▶ _TASK DIRECTIONS_:
Which lines hold the word "Cheddar"? Copy each of them from the material.
╭─ INPUT MATERIAL
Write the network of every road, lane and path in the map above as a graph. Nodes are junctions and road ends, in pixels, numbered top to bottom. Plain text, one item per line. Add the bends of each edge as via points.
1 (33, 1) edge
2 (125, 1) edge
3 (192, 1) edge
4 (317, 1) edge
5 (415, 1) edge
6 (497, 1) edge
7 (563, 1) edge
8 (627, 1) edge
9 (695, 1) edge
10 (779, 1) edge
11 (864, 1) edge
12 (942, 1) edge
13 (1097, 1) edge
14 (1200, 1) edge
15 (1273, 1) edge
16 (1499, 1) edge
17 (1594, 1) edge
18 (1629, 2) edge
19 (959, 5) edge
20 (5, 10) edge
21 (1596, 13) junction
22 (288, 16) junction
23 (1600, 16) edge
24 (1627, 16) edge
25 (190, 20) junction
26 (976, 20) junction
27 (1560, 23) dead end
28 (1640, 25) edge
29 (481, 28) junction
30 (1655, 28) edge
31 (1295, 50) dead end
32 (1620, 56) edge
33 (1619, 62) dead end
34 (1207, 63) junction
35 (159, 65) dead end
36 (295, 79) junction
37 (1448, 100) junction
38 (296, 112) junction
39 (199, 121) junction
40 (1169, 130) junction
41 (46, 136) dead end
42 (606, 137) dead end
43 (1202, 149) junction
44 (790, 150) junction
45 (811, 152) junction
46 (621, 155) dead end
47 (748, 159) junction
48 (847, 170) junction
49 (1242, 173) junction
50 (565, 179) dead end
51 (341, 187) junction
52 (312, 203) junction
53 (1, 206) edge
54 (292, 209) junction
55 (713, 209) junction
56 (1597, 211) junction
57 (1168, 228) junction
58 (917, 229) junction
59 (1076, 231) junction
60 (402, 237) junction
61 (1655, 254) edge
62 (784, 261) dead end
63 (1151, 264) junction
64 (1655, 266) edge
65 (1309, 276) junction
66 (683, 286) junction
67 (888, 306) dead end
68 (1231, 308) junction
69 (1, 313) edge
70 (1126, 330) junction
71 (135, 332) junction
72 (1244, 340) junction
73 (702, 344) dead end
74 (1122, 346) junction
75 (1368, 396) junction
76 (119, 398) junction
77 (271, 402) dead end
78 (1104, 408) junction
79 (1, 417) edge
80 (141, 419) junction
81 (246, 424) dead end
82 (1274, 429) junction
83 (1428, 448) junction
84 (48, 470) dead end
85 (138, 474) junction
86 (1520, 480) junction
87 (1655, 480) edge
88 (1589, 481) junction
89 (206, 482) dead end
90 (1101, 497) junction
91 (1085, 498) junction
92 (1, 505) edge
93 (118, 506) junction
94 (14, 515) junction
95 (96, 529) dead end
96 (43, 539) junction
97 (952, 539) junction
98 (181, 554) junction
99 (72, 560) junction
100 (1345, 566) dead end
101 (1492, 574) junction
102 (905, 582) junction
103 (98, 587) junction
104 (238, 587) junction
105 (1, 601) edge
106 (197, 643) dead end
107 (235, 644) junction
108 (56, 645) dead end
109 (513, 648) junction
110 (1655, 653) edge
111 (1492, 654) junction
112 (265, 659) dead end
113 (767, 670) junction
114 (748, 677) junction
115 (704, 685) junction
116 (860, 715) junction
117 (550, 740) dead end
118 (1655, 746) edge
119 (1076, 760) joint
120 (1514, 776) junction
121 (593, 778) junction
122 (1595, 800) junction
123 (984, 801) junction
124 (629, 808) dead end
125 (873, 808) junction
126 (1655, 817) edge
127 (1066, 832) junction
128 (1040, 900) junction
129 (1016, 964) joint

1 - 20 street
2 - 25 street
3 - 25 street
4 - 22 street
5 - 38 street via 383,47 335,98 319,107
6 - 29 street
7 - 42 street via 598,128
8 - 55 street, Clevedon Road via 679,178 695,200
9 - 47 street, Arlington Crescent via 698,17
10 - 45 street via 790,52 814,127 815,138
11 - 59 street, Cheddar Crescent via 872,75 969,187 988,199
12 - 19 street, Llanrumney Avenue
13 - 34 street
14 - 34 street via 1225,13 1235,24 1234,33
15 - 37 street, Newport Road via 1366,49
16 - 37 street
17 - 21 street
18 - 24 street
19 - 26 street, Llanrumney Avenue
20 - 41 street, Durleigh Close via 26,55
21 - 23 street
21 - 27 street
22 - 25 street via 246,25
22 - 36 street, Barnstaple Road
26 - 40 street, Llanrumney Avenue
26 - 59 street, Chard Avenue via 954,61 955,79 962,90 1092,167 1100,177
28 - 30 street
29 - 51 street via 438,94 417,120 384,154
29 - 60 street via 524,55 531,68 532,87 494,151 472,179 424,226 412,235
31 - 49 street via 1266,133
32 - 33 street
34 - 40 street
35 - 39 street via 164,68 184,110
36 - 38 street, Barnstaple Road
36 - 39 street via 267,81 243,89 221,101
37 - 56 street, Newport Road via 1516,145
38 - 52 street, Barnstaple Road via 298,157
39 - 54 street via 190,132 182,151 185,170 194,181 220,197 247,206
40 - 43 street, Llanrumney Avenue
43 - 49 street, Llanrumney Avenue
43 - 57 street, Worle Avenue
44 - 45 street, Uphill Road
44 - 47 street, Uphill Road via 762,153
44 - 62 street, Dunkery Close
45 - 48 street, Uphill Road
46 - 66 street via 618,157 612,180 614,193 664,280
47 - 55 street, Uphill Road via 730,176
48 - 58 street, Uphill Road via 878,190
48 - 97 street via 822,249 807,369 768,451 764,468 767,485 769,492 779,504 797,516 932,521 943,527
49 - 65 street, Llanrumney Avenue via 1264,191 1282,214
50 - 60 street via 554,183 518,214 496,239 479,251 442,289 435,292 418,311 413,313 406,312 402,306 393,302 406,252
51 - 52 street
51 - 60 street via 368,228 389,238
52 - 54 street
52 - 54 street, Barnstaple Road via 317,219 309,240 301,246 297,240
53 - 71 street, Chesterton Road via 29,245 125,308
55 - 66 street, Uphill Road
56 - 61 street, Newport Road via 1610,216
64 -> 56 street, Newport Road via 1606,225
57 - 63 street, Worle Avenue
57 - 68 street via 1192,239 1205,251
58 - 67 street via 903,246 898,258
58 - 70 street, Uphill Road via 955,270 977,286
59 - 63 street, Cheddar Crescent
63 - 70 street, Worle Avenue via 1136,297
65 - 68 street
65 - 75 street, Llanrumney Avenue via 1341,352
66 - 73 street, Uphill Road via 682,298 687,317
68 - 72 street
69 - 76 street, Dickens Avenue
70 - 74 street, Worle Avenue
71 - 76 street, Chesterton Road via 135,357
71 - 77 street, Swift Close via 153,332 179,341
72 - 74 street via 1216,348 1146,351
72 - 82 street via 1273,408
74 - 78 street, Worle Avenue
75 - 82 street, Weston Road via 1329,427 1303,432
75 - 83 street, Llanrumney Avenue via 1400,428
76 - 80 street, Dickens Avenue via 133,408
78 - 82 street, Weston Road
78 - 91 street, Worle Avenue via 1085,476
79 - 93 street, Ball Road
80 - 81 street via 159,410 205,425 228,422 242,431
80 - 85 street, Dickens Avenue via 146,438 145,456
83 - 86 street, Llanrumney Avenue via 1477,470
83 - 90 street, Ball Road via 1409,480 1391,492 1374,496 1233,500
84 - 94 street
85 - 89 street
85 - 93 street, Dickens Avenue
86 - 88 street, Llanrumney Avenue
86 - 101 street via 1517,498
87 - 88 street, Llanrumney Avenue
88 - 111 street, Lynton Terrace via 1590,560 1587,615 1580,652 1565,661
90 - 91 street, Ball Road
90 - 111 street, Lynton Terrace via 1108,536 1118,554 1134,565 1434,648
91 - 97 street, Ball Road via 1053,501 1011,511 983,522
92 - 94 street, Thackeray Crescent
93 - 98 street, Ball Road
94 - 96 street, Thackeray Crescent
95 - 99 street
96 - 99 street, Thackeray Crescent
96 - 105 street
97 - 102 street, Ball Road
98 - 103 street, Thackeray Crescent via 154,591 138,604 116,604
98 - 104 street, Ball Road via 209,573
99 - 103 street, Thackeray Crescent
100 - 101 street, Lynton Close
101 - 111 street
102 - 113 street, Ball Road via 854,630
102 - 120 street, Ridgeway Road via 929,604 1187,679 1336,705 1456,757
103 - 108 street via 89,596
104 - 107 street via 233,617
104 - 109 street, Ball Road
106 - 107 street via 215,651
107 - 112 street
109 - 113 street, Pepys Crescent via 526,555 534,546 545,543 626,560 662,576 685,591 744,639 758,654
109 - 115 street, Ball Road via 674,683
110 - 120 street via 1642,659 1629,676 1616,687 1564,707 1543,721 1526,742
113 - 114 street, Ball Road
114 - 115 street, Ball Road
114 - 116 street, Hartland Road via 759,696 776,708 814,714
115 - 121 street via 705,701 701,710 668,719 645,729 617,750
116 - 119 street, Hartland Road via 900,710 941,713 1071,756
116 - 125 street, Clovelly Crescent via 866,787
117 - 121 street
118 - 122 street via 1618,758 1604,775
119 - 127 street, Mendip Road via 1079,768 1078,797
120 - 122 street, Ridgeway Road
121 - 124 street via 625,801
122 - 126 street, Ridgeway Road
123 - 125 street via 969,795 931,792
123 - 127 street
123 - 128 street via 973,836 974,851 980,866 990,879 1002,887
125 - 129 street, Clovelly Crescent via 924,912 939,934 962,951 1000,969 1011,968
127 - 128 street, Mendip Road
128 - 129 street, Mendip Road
╰─
▶ _SOLUTION_:
11 - 59 street, Cheddar Crescent via 872,75 969,187 988,199
59 - 63 street, Cheddar Crescent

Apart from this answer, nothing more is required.